Judgment - Total Gas Marketing Limited v. ARCO British Limited and Others  continued

(back to preceding text)

The contractual terms impinging of the dispute

      It is now necessary to describe in greater detail the terms of the contract so far as they are relevant to the dispute. The parties executed a Letter Agreement dated 15 February 1995 which provided for an agreement to execute a "Fully Termed Agreement" containing the terms of the Letter Agreement and otherwise substantially in the form of an annexed Draft 1 of an Agreement for the Sale or Purchase of Natural Gas. No further contractual document was executed but it is common ground that a binding contract was made on 15 February 1995. The Letter of Agreement provided that the agreement to be executed "shall include the conditions precedent detailed in Clause 2.8 of the Draft Agreement." Under the Draft Agreement the First Delivery Date is the date "on and from which National Gas produced from the Reservoir is first to be delivered to the Buyer." Because of the difficulty of specifying, far in advance, the exact date on which all arrangements will be in place to allow gas sales to begin, the contract contains a "funnel mechanism" whereby the Seller can select a first delivery date within an agreed "window." It works as follows:

     "2.1 (a) . . .

      (b) The First Delivery Date shall be within the period from 15 September 1996 to 15 December 1996 inclusive.

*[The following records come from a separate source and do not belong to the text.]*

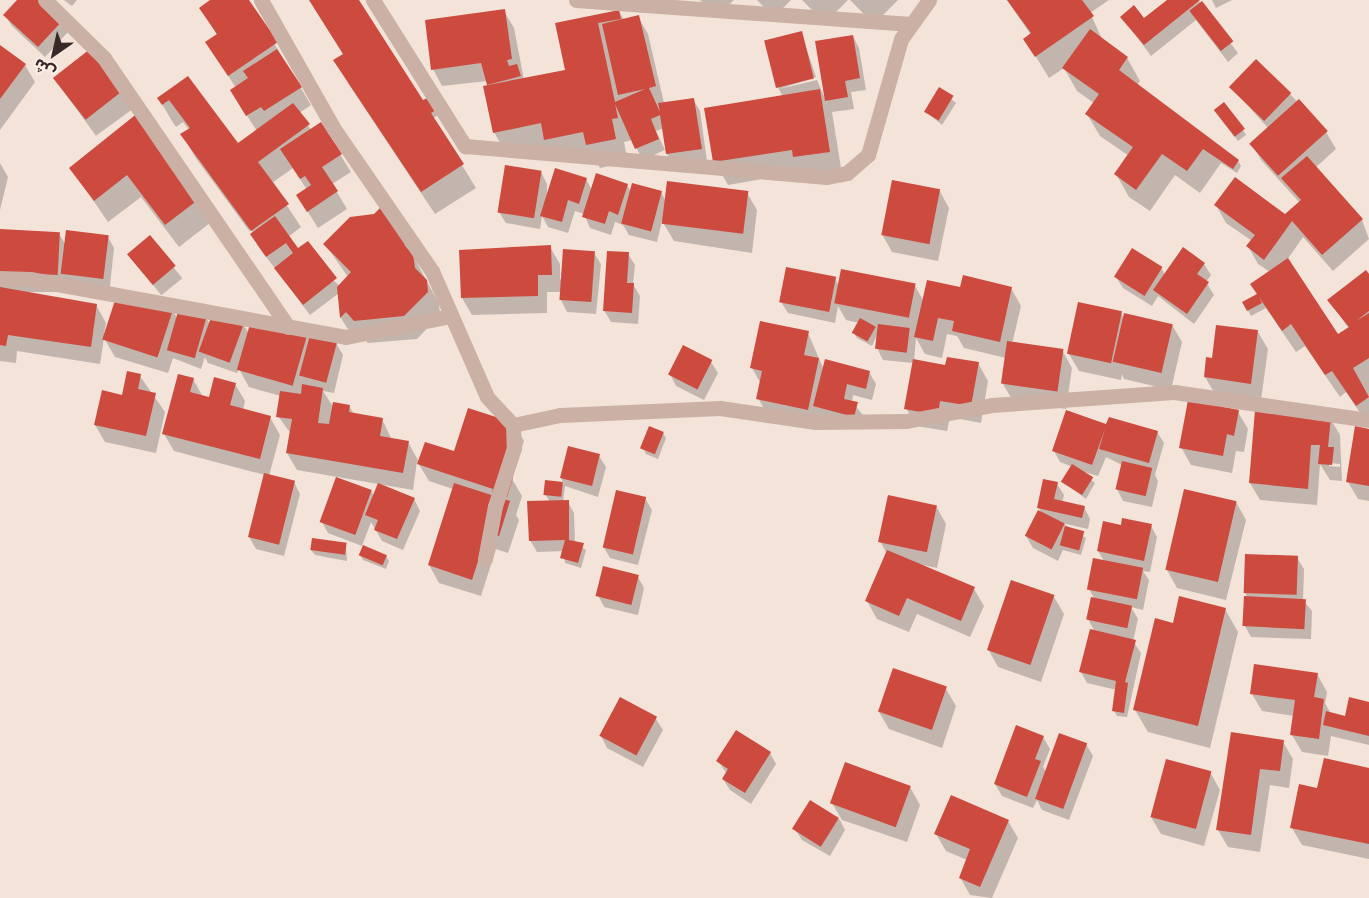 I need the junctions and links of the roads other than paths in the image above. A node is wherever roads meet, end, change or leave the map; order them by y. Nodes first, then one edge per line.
1 (45, 0) edge
2 (261, 0) edge
3 (373, 0) edge
4 (576, 0) edge
5 (929, 0) edge
6 (911, 24) junction
7 (0, 278) edge
8 (450, 316) junction
9 (288, 327) junction
10 (1369, 420) edge
11 (513, 425) junction
12 (485, 559) dead end

1 - 9 street
2 - 8 street
3 - 6 street
4 - 6 street
5 - 6 street
7 - 9 street
8 - 9 street
8 - 11 street
10 - 11 street
11 - 12 street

      (c) The Seller shall give the Buyer the following notices of the period within which the Seller expects the First Delivery Date will fall:

            (i) by 1 March 1996 a period of two (2) months falling within the period specified in Clause 2.1 (b) above; and

            (ii) by 1 May 1996 a period of one (1) month falling within the period notified under Clause 2.1 (c)(i) above.

      (d) The Seller will give the Buyer sixty (60) days prior notice of the First Deliver Date which date shall fall within the month notified under Clause 2.1(c)(ii) above.

      (e) In the event of the failure by the Seller to provide notice under any of Clauses 2.1(c)(i), 2.1(c)(ii) and 2.1(d) above, the First Delivery Date shall be the last Day of any period previously notified under Clause 2.1(c)(i) and Clause 2.1(c)(ii) above. For the avoidance of doubt, if no periods are notified by the Seller in accordance with Clause 2.1(c), the First Delivery Date shall be 15 December 1996."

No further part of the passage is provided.